ちょっと散策に出かければ、武田軍や上杉軍の武将たちの史跡やお墓、関連するお寺もたくさんあります。

信玄が川中島決戦の拠点として勘助に築城させたといわれ、また「真田丸」でもお馴染みの真田十万石の居城、海津城(松代城)もバスで15分ほどのところにあります。

ゴールデンウィークのさ中、海津城や真田屋敷などは、例年にも増して観光客でにぎわいを見せているようです。

でも、ねえちゃにとって「川中島」といえば、石坂浩二の謙信と高橋幸治の信玄が一騎打ちを演じた、だいぶ前のNHKの大河ドラマ「天と地と」が思い出されるくらい。これといった興味はないようです。

散歩に出かけても史跡など目もくれず、ときおり携帯電話の歩数表示に目をやりながら、迷わないようにと一途に歩いています。

 

マツヤ

ねえちゃの買い物といえば、たいていは、家から歩いて5分ほどのところにあるスーパー「マツヤ」です。ねえちゃの生活は「マツヤ」で成り立っている、といってもいいくらいです。

「マツヤ」は、長野県の東北信地方を中心に26店舗の食品スーパーマーケットチェーンを展開していた会社です。が、最近、吸収合併されて会社としての「マツヤ」はなくなってしまいました。

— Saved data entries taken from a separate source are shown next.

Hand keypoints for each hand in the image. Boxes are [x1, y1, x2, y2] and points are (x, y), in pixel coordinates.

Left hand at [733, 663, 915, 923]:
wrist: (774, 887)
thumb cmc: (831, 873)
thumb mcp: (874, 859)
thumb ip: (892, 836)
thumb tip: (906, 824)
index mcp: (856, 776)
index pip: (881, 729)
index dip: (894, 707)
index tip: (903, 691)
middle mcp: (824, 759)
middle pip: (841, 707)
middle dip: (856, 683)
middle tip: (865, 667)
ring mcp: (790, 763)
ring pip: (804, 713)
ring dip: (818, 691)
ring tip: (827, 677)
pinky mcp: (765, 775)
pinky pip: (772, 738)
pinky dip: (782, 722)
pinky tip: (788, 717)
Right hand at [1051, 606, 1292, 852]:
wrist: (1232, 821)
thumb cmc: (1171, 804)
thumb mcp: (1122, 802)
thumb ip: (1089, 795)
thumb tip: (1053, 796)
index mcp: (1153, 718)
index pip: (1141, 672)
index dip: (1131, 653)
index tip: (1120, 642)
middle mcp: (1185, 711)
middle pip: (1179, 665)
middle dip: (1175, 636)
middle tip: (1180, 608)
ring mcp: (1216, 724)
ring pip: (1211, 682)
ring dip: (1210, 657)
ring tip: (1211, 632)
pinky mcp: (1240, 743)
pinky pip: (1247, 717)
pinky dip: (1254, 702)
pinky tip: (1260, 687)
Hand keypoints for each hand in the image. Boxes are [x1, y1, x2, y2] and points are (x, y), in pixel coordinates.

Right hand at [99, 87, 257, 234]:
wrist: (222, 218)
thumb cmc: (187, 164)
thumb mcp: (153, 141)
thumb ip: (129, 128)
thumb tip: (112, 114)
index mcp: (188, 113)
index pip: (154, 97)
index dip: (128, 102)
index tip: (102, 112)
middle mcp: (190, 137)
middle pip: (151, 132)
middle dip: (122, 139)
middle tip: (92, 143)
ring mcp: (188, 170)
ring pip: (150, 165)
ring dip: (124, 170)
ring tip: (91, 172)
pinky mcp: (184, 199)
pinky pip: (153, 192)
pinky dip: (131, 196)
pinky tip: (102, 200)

同社のホームページをのぞいてみると「平素から格別のご愛顧を賜り、誠にありがとうございます。株式会社マツヤは2016年4月1日より、株式会社デリシアになりました」とありました。

1914(大正3)年に乾物店として創業してから、100年以上、地域で親しまれてきた会社でしたが、2010年代に入ると経営が悪化。アルピコグループの傘下に入り、4月から同グループ傘下のスーパーを展開する会社に吸収合併されて「デリシア」になった、ということです。

ねえちゃの最寄りのお店の名前はまだ「マツヤ」のまま営業していますが、3年間で30億円以上かけてマツヤ全店の改装・建て替えを進める方針で、店名も順次「デリシア」に統一されていくとか。

ずっと親しんできた「マツヤ」という会社がなくなってしまったことを、ねえちゃはまだ知りません。

でも、ときおり「このごろお客さんが少なくなったように思えるんだよね。つぶれちゃったら困るなあ」というようなことを話していた矢先のことでした。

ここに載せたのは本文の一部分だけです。